-------- Available data

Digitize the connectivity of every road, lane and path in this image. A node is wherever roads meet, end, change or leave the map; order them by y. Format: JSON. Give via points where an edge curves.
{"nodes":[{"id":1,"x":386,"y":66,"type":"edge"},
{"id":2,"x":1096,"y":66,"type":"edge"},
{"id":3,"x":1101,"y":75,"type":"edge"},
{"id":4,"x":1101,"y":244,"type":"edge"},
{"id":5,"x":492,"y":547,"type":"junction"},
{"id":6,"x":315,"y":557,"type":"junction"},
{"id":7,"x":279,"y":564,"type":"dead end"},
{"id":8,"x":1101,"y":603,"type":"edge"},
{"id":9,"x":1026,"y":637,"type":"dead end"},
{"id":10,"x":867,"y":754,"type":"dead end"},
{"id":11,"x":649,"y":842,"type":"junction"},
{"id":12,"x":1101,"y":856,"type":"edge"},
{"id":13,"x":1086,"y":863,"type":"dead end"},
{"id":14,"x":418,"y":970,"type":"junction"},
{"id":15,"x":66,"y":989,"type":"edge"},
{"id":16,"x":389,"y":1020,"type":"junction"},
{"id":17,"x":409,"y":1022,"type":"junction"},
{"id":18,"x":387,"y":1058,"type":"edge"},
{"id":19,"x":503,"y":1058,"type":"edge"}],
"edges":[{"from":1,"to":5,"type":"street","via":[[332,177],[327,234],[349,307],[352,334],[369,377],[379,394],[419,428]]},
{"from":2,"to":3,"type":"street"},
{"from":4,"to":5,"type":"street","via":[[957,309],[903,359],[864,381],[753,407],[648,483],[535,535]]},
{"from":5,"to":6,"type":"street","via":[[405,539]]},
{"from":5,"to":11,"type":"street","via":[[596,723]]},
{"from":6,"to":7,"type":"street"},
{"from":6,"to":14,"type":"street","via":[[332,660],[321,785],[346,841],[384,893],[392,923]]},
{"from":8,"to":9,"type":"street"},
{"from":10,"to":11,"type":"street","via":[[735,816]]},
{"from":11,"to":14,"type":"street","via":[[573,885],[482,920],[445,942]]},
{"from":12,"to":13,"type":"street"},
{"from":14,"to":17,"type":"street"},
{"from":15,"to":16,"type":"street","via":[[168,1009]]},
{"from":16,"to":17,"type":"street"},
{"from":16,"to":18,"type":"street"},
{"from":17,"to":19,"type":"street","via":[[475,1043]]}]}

----------------

Assignment:
With no words changed, transcribe the records above.

Answer below:
Digitize the connectivity of every road, lane and path in this image. A node is wherever roads meet, end, change or leave the map; order them by y. Format: JSON. Give via points where an edge curves.
{"nodes":[{"id":1,"x":386,"y":66,"type":"edge"},
{"id":2,"x":1096,"y":66,"type":"edge"},
{"id":3,"x":1101,"y":75,"type":"edge"},
{"id":4,"x":1101,"y":244,"type":"edge"},
{"id":5,"x":492,"y":547,"type":"junction"},
{"id":6,"x":315,"y":557,"type":"junction"},
{"id":7,"x":279,"y":564,"type":"dead end"},
{"id":8,"x":1101,"y":603,"type":"edge"},
{"id":9,"x":1026,"y":637,"type":"dead end"},
{"id":10,"x":867,"y":754,"type":"dead end"},
{"id":11,"x":649,"y":842,"type":"junction"},
{"id":12,"x":1101,"y":856,"type":"edge"},
{"id":13,"x":1086,"y":863,"type":"dead end"},
{"id":14,"x":418,"y":970,"type":"junction"},
{"id":15,"x":66,"y":989,"type":"edge"},
{"id":16,"x":389,"y":1020,"type":"junction"},
{"id":17,"x":409,"y":1022,"type":"junction"},
{"id":18,"x":387,"y":1058,"type":"edge"},
{"id":19,"x":503,"y":1058,"type":"edge"}],
"edges":[{"from":1,"to":5,"type":"street","via":[[332,177],[327,234],[349,307],[352,334],[369,377],[379,394],[419,428]]},
{"from":2,"to":3,"type":"street"},
{"from":4,"to":5,"type":"street","via":[[957,309],[903,359],[864,381],[753,407],[648,483],[535,535]]},
{"from":5,"to":6,"type":"street","via":[[405,539]]},
{"from":5,"to":11,"type":"street","via":[[596,723]]},
{"from":6,"to":7,"type":"street"},
{"from":6,"to":14,"type":"street","via":[[332,660],[321,785],[346,841],[384,893],[392,923]]},
{"from":8,"to":9,"type":"street"},
{"from":10,"to":11,"type":"street","via":[[735,816]]},
{"from":11,"to":14,"type":"street","via":[[573,885],[482,920],[445,942]]},
{"from":12,"to":13,"type":"street"},
{"from":14,"to":17,"type":"street"},
{"from":15,"to":16,"type":"street","via":[[168,1009]]},
{"from":16,"to":17,"type":"street"},
{"from":16,"to":18,"type":"street"},
{"from":17,"to":19,"type":"street","via":[[475,1043]]}]}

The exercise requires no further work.